*ABOUT THIS TASK*: Could you write out the listing below again, exactly?

*RECORDS TO PROCESS*:
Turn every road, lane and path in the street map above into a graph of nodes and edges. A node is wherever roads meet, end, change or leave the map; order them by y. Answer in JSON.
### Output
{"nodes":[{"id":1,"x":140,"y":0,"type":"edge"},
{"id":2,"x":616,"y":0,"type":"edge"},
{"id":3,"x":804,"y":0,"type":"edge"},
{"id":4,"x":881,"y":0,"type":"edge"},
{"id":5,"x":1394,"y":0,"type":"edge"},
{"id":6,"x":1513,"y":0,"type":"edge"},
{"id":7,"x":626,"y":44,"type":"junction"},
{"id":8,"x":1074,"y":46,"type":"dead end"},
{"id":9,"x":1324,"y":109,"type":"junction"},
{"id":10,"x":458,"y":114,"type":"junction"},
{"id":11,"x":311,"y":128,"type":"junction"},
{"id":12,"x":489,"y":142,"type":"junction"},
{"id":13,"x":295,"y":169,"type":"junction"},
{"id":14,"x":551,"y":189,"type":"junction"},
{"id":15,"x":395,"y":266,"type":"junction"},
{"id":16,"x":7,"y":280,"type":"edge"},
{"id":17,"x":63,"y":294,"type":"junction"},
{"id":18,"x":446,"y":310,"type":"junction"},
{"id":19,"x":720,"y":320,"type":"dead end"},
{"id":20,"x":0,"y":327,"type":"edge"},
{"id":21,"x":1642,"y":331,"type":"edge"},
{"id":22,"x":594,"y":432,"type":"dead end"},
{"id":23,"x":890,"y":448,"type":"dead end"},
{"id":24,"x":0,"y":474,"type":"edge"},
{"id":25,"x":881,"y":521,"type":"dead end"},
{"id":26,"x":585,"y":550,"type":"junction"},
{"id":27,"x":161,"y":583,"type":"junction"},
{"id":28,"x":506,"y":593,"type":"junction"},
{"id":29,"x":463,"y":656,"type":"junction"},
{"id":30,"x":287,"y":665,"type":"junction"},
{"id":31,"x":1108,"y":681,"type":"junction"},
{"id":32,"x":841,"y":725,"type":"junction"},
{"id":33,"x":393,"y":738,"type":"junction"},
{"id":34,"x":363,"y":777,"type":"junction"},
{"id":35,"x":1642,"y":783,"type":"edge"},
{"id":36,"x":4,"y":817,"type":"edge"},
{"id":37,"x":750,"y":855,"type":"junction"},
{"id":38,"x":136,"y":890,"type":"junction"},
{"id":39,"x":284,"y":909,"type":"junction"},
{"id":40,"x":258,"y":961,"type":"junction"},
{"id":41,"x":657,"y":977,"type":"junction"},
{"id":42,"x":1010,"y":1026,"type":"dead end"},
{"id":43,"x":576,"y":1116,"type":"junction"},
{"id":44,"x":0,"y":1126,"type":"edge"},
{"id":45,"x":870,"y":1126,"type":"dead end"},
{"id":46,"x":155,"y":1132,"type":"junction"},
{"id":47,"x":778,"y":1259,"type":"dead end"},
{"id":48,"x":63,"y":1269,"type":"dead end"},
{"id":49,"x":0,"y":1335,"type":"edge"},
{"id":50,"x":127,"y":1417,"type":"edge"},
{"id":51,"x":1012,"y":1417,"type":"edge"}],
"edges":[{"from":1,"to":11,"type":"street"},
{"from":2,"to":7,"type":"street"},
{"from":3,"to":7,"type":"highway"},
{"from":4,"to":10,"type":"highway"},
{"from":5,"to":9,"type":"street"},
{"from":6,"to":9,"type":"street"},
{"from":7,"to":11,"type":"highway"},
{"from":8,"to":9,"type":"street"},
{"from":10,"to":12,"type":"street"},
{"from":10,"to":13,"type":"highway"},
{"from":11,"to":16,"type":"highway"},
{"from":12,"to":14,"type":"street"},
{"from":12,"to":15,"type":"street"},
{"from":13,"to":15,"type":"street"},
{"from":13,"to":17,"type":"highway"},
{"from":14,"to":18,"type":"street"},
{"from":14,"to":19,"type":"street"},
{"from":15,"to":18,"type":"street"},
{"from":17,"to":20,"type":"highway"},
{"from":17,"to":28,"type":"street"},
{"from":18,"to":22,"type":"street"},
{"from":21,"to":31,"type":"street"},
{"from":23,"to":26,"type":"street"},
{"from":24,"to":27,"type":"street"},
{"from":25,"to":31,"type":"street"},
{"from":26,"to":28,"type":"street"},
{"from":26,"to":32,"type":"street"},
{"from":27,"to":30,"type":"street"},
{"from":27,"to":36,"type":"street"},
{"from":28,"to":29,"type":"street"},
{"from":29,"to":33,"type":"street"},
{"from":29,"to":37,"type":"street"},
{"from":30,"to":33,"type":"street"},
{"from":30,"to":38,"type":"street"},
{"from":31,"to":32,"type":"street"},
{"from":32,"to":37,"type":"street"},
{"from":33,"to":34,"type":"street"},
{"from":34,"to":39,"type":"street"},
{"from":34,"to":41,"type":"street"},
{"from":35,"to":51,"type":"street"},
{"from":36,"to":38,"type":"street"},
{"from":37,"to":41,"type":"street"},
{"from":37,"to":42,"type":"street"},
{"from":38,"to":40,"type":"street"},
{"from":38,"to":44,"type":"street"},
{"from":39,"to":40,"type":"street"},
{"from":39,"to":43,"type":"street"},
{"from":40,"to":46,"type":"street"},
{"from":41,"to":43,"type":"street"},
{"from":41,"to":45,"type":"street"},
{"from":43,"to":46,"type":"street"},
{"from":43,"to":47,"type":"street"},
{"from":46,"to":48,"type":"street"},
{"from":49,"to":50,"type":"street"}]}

*SOLUTION TO THIS PROBLEM*:
Turn every road, lane and path in the street map above into a graph of nodes and edges. A node is wherever roads meet, end, change or leave the map; order them by y. Answer in JSON.
### Output
{"nodes":[{"id":1,"x":140,"y":0,"type":"edge"},
{"id":2,"x":616,"y":0,"type":"edge"},
{"id":3,"x":804,"y":0,"type":"edge"},
{"id":4,"x":881,"y":0,"type":"edge"},
{"id":5,"x":1394,"y":0,"type":"edge"},
{"id":6,"x":1513,"y":0,"type":"edge"},
{"id":7,"x":626,"y":44,"type":"junction"},
{"id":8,"x":1074,"y":46,"type":"dead end"},
{"id":9,"x":1324,"y":109,"type":"junction"},
{"id":10,"x":458,"y":114,"type":"junction"},
{"id":11,"x":311,"y":128,"type":"junction"},
{"id":12,"x":489,"y":142,"type":"junction"},
{"id":13,"x":295,"y":169,"type":"junction"},
{"id":14,"x":551,"y":189,"type":"junction"},
{"id":15,"x":395,"y":266,"type":"junction"},
{"id":16,"x":7,"y":280,"type":"edge"},
{"id":17,"x":63,"y":294,"type":"junction"},
{"id":18,"x":446,"y":310,"type":"junction"},
{"id":19,"x":720,"y":320,"type":"dead end"},
{"id":20,"x":0,"y":327,"type":"edge"},
{"id":21,"x":1642,"y":331,"type":"edge"},
{"id":22,"x":594,"y":432,"type":"dead end"},
{"id":23,"x":890,"y":448,"type":"dead end"},
{"id":24,"x":0,"y":474,"type":"edge"},
{"id":25,"x":881,"y":521,"type":"dead end"},
{"id":26,"x":585,"y":550,"type":"junction"},
{"id":27,"x":161,"y":583,"type":"junction"},
{"id":28,"x":506,"y":593,"type":"junction"},
{"id":29,"x":463,"y":656,"type":"junction"},
{"id":30,"x":287,"y":665,"type":"junction"},
{"id":31,"x":1108,"y":681,"type":"junction"},
{"id":32,"x":841,"y":725,"type":"junction"},
{"id":33,"x":393,"y":738,"type":"junction"},
{"id":34,"x":363,"y":777,"type":"junction"},
{"id":35,"x":1642,"y":783,"type":"edge"},
{"id":36,"x":4,"y":817,"type":"edge"},
{"id":37,"x":750,"y":855,"type":"junction"},
{"id":38,"x":136,"y":890,"type":"junction"},
{"id":39,"x":284,"y":909,"type":"junction"},
{"id":40,"x":258,"y":961,"type":"junction"},
{"id":41,"x":657,"y":977,"type":"junction"},
{"id":42,"x":1010,"y":1026,"type":"dead end"},
{"id":43,"x":576,"y":1116,"type":"junction"},
{"id":44,"x":0,"y":1126,"type":"edge"},
{"id":45,"x":870,"y":1126,"type":"dead end"},
{"id":46,"x":155,"y":1132,"type":"junction"},
{"id":47,"x":778,"y":1259,"type":"dead end"},
{"id":48,"x":63,"y":1269,"type":"dead end"},
{"id":49,"x":0,"y":1335,"type":"edge"},
{"id":50,"x":127,"y":1417,"type":"edge"},
{"id":51,"x":1012,"y":1417,"type":"edge"}],
"edges":[{"from":1,"to":11,"type":"street"},
{"from":2,"to":7,"type":"street"},
{"from":3,"to":7,"type":"highway"},
{"from":4,"to":10,"type":"highway"},
{"from":5,"to":9,"type":"street"},
{"from":6,"to":9,"type":"street"},
{"from":7,"to":11,"type":"highway"},
{"from":8,"to":9,"type":"street"},
{"from":10,"to":12,"type":"street"},
{"from":10,"to":13,"type":"highway"},
{"from":11,"to":16,"type":"highway"},
{"from":12,"to":14,"type":"street"},
{"from":12,"to":15,"type":"street"},
{"from":13,"to":15,"type":"street"},
{"from":13,"to":17,"type":"highway"},
{"from":14,"to":18,"type":"street"},
{"from":14,"to":19,"type":"street"},
{"from":15,"to":18,"type":"street"},
{"from":17,"to":20,"type":"highway"},
{"from":17,"to":28,"type":"street"},
{"from":18,"to":22,"type":"street"},
{"from":21,"to":31,"type":"street"},
{"from":23,"to":26,"type":"street"},
{"from":24,"to":27,"type":"street"},
{"from":25,"to":31,"type":"street"},
{"from":26,"to":28,"type":"street"},
{"from":26,"to":32,"type":"street"},
{"from":27,"to":30,"type":"street"},
{"from":27,"to":36,"type":"street"},
{"from":28,"to":29,"type":"street"},
{"from":29,"to":33,"type":"street"},
{"from":29,"to":37,"type":"street"},
{"from":30,"to":33,"type":"street"},
{"from":30,"to":38,"type":"street"},
{"from":31,"to":32,"type":"street"},
{"from":32,"to":37,"type":"street"},
{"from":33,"to":34,"type":"street"},
{"from":34,"to":39,"type":"street"},
{"from":34,"to":41,"type":"street"},
{"from":35,"to":51,"type":"street"},
{"from":36,"to":38,"type":"street"},
{"from":37,"to":41,"type":"street"},
{"from":37,"to":42,"type":"street"},
{"from":38,"to":40,"type":"street"},
{"from":38,"to":44,"type":"street"},
{"from":39,"to":40,"type":"street"},
{"from":39,"to":43,"type":"street"},
{"from":40,"to":46,"type":"street"},
{"from":41,"to":43,"type":"street"},
{"from":41,"to":45,"type":"street"},
{"from":43,"to":46,"type":"street"},
{"from":43,"to":47,"type":"street"},
{"from":46,"to":48,"type":"street"},
{"from":49,"to":50,"type":"street"}]}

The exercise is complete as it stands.